# GIVEN INFORMATION
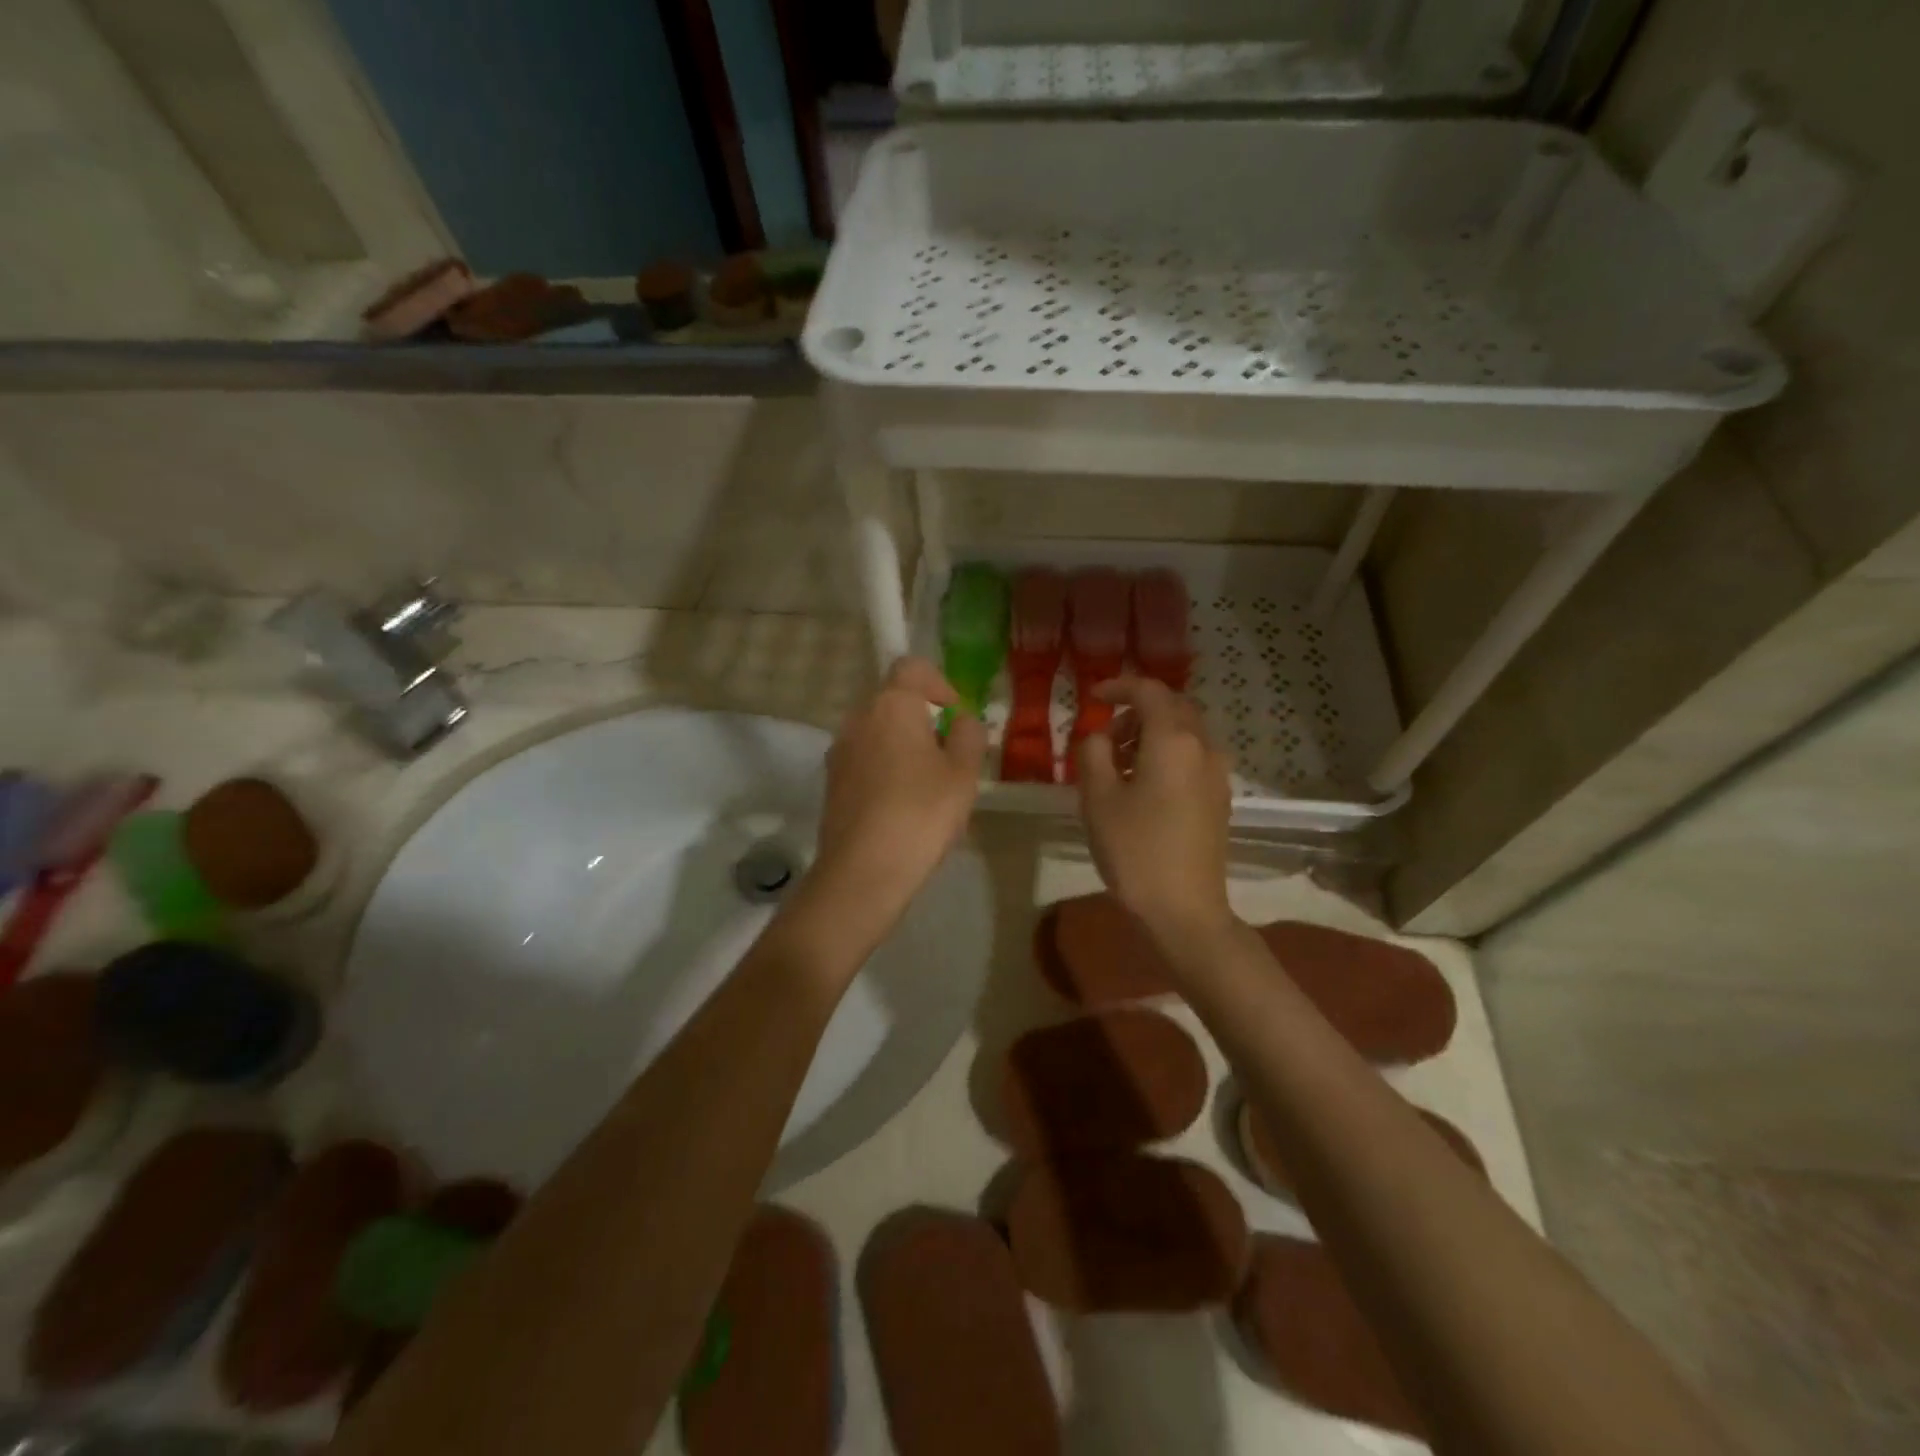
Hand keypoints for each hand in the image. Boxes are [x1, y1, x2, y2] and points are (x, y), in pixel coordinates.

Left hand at [808, 657, 985, 927]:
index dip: (940, 684)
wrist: (863, 871)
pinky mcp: (831, 782)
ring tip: (928, 787)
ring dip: (904, 746)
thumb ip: (968, 735)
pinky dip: (885, 769)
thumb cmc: (921, 813)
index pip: (912, 667)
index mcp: (891, 705)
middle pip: (894, 701)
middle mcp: (858, 718)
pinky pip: (865, 760)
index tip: (955, 718)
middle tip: (949, 757)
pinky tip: (902, 807)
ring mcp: (839, 751)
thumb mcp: (963, 773)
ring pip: (878, 733)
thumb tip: (960, 720)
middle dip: (924, 720)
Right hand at [1076, 677, 1234, 945]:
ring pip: (1184, 733)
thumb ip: (1093, 752)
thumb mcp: (1097, 798)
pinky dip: (1166, 755)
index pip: (1149, 691)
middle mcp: (1203, 747)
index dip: (1118, 687)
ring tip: (1118, 765)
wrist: (1185, 910)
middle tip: (1105, 735)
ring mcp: (1217, 774)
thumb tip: (1099, 736)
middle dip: (1137, 710)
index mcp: (1173, 740)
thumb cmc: (1135, 850)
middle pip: (1172, 708)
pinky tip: (1143, 786)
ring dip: (1151, 734)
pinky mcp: (1220, 798)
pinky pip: (1192, 757)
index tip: (1092, 697)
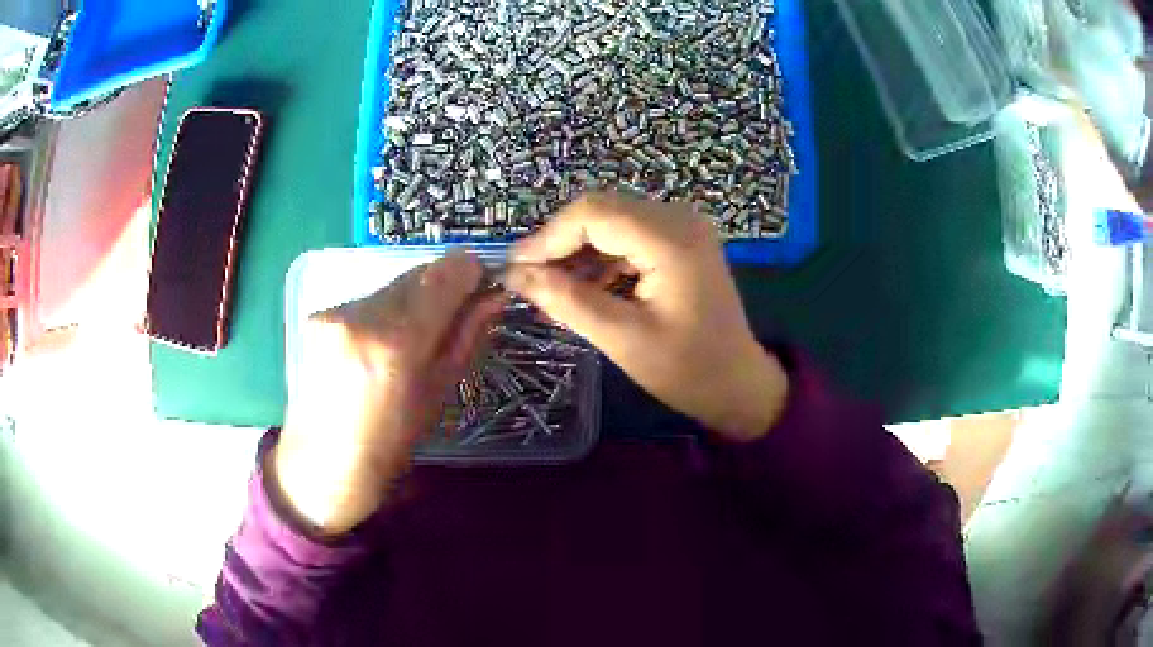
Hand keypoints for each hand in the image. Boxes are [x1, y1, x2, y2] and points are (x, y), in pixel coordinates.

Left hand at [272, 250, 501, 535]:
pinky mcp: (319, 315)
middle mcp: (361, 316)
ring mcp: (335, 312)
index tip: (481, 285)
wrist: (320, 465)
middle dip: (441, 288)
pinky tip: (378, 346)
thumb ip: (466, 338)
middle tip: (452, 317)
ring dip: (412, 300)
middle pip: (417, 274)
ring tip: (410, 341)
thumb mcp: (437, 395)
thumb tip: (494, 297)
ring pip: (392, 285)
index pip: (444, 275)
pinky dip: (384, 312)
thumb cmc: (388, 446)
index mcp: (396, 344)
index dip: (469, 272)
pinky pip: (367, 299)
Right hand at [505, 193, 788, 441]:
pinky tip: (582, 291)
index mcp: (670, 240)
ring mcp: (682, 227)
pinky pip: (627, 237)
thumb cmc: (688, 370)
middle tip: (528, 283)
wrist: (739, 384)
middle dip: (558, 244)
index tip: (514, 270)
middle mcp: (678, 219)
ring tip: (550, 293)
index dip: (547, 238)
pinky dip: (600, 260)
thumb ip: (567, 301)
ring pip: (610, 223)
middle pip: (600, 212)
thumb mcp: (623, 340)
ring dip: (577, 254)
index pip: (592, 214)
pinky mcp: (679, 242)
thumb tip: (516, 276)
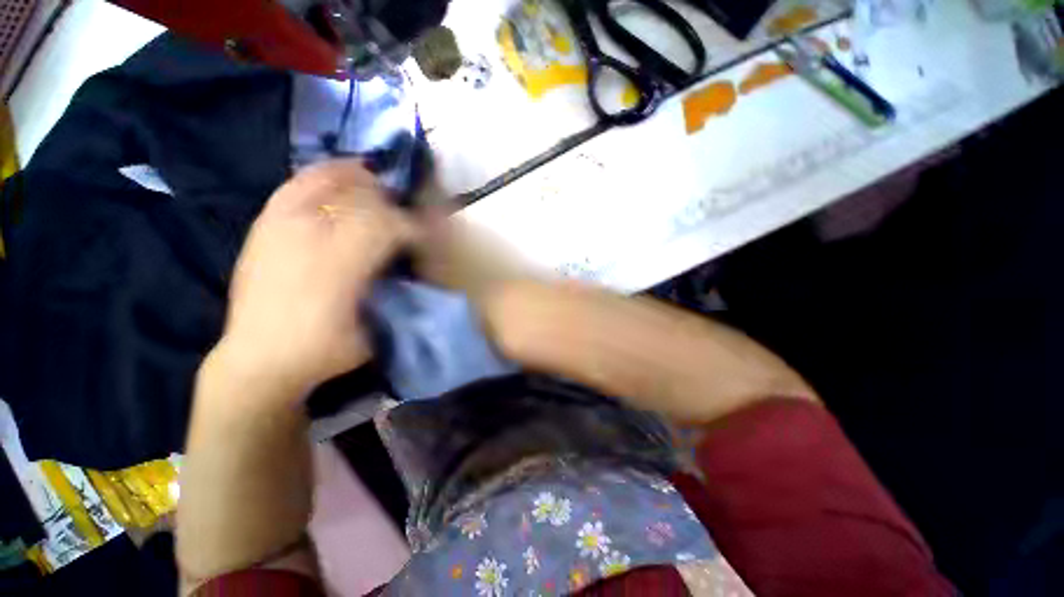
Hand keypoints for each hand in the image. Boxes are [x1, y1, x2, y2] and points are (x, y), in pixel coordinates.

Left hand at [216, 160, 415, 397]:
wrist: (258, 359)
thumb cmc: (325, 349)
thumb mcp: (375, 327)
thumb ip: (397, 291)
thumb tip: (417, 262)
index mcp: (341, 265)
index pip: (388, 226)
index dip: (414, 226)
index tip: (427, 235)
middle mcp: (309, 236)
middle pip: (362, 199)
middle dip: (392, 204)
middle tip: (406, 216)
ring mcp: (280, 225)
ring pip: (328, 182)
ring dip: (360, 183)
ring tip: (378, 188)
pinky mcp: (263, 226)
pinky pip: (295, 186)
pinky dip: (322, 178)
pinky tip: (338, 181)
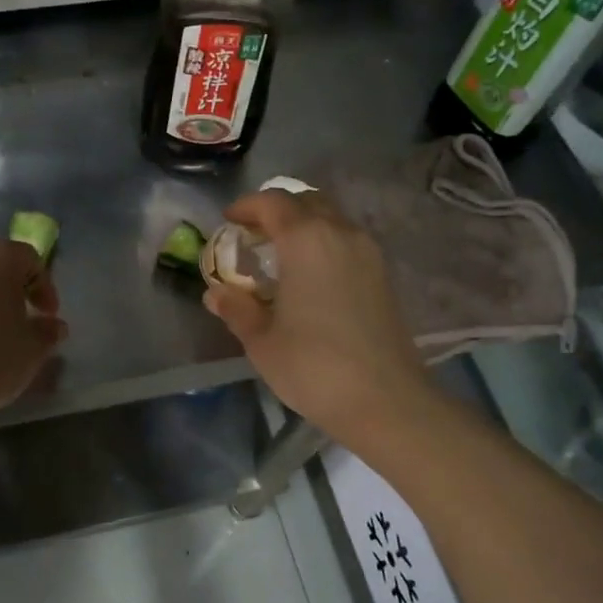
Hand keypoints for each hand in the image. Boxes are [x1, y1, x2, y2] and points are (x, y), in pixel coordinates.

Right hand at [202, 190, 426, 443]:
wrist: (385, 400)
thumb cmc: (314, 367)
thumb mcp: (261, 341)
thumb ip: (236, 309)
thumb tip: (216, 294)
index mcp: (306, 240)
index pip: (273, 202)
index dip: (247, 206)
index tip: (229, 220)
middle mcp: (341, 234)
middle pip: (307, 201)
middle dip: (277, 210)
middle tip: (253, 235)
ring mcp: (368, 253)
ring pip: (331, 219)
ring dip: (303, 226)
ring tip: (279, 256)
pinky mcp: (383, 275)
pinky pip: (346, 241)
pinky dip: (323, 244)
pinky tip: (308, 277)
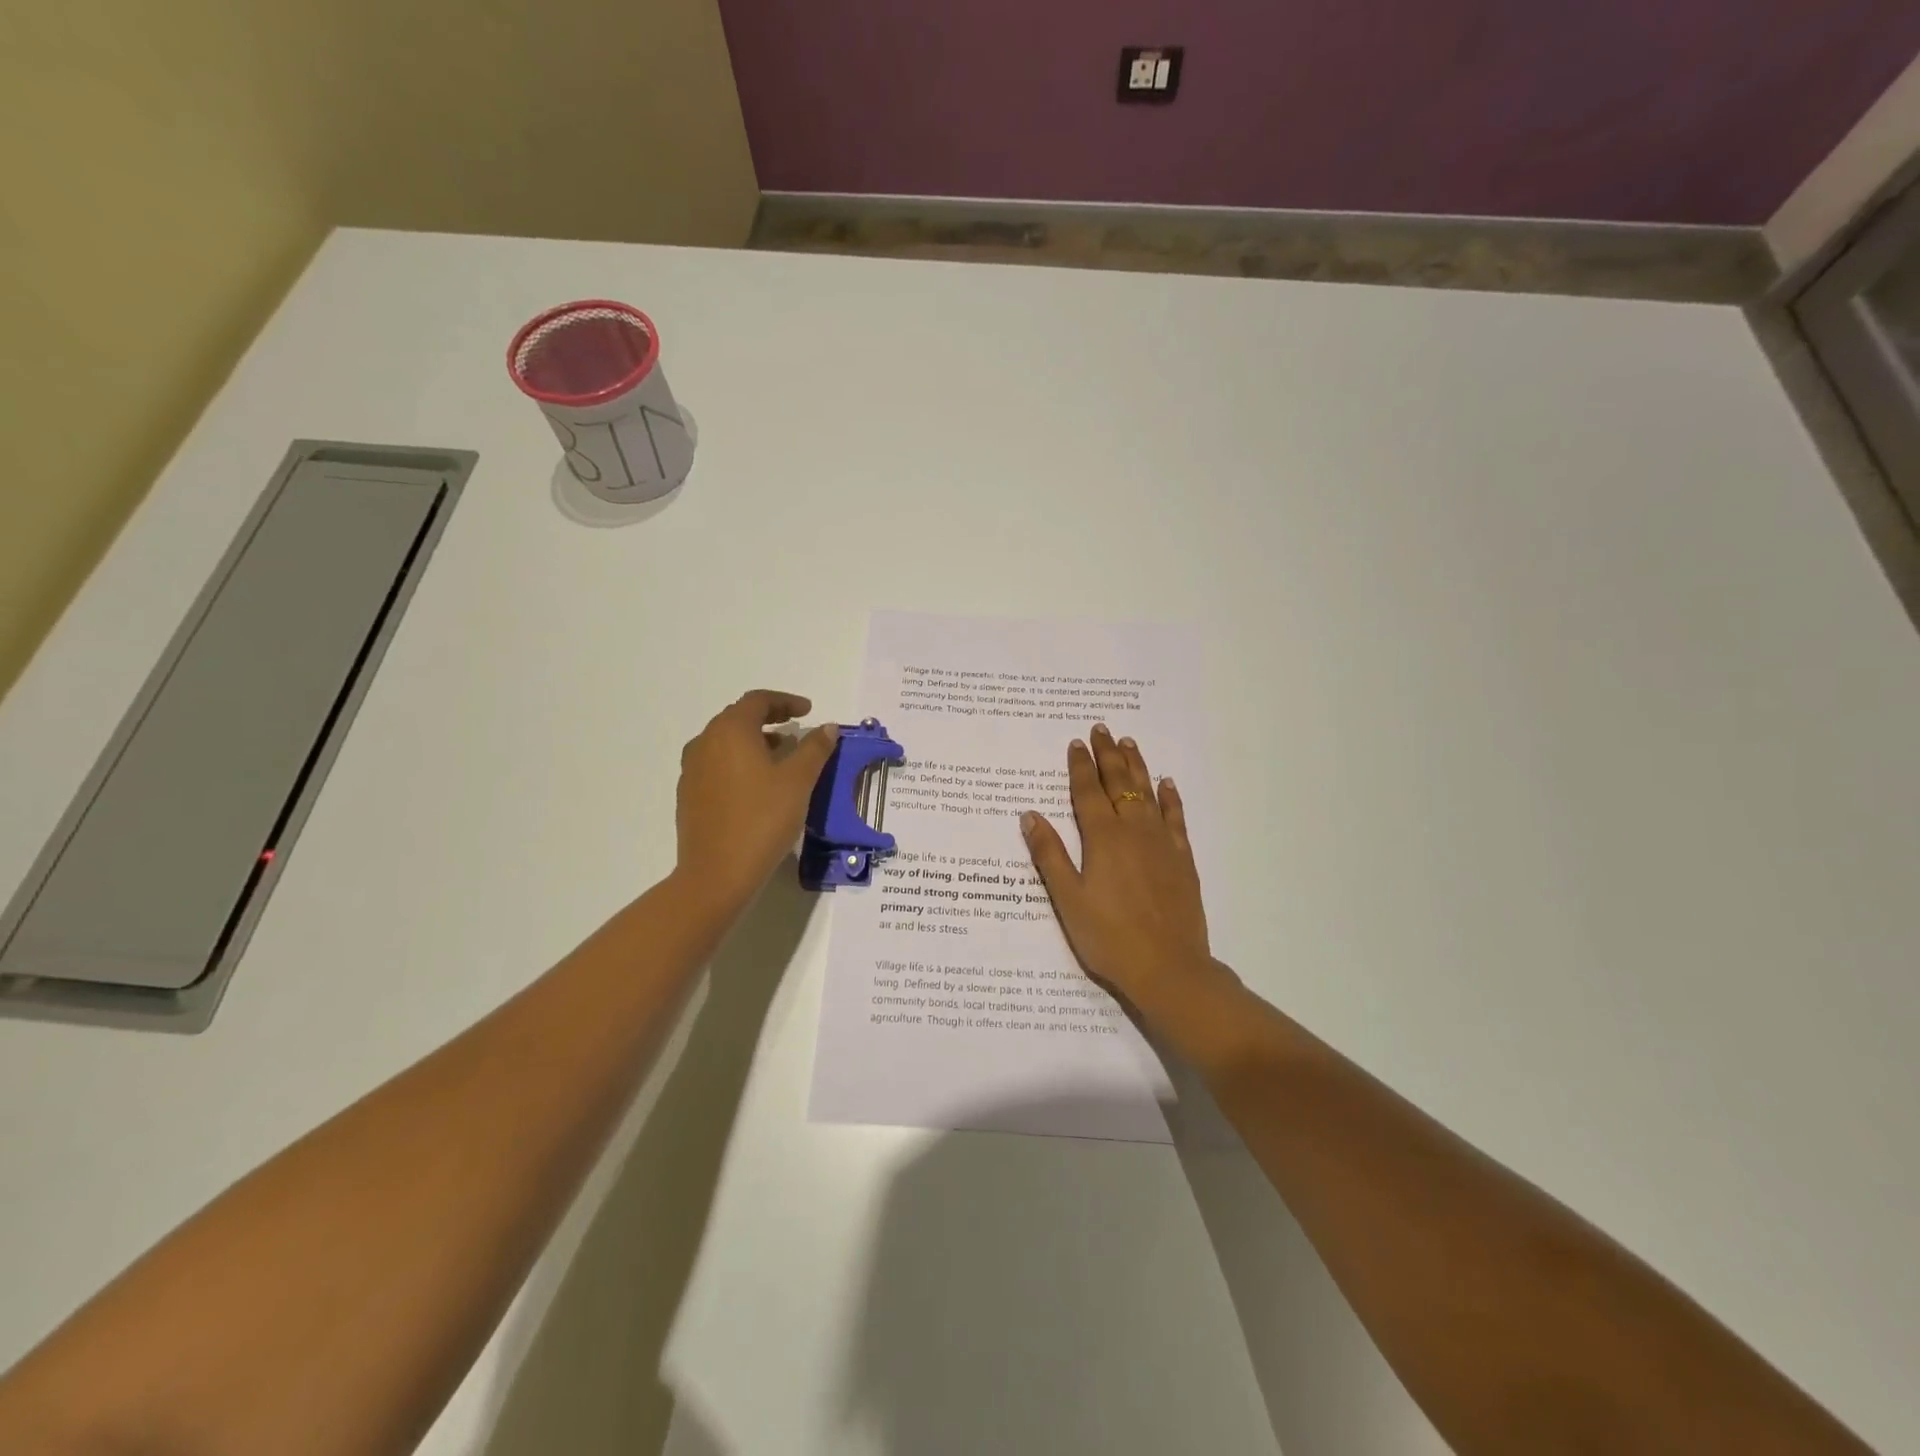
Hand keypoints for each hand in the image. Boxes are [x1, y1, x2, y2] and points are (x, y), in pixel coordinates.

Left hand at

# PROBLEM TO SOLVE
Only the lines starting at the one with "middle mcp: (858, 718)" and ending at the one with "middle dip: (441, 288)" should be printed, each exactly as it appears in the material above; the pictures are to be omitted.

# YOUR SOLUTION
middle mcp: (858, 718)
pinky pip: (865, 760)
index tip: (955, 718)
middle tip: (949, 757)
pinky tip: (902, 807)
ring mcp: (839, 751)
thumb mcp: (963, 773)
ring pip: (878, 733)
thumb tip: (960, 720)
middle dip: (924, 720)
Right hand at [1076, 677, 1234, 945]:
ring pip: (1184, 733)
thumb ip: (1093, 752)
thumb mcp: (1097, 798)
pinky dip: (1166, 755)
index pip: (1149, 691)
middle mcp: (1203, 747)
index dip: (1118, 687)
ring tip: (1118, 765)
wrist: (1185, 910)
middle tip: (1105, 735)
ring mcp: (1217, 774)
thumb tip: (1099, 736)
middle dip: (1137, 710)
index mcp: (1173, 740)
thumb cmc: (1135, 850)
middle pip: (1172, 708)
pinky tip: (1143, 786)
ring dip: (1151, 734)
pinky mcp: (1220, 798)
pinky pip: (1192, 757)
index tip: (1092, 697)
Hand keypoints for each hand in the image. Boxes are [x1, y1, x2, y2] and points are (x, y), in pixel coordinates.

Left hand at [272, 250, 501, 535]:
pinky mcp: (319, 315)
middle mcp: (361, 316)
ring mcp: (335, 312)
index tip: (481, 285)
wrist: (320, 465)
middle dip: (441, 288)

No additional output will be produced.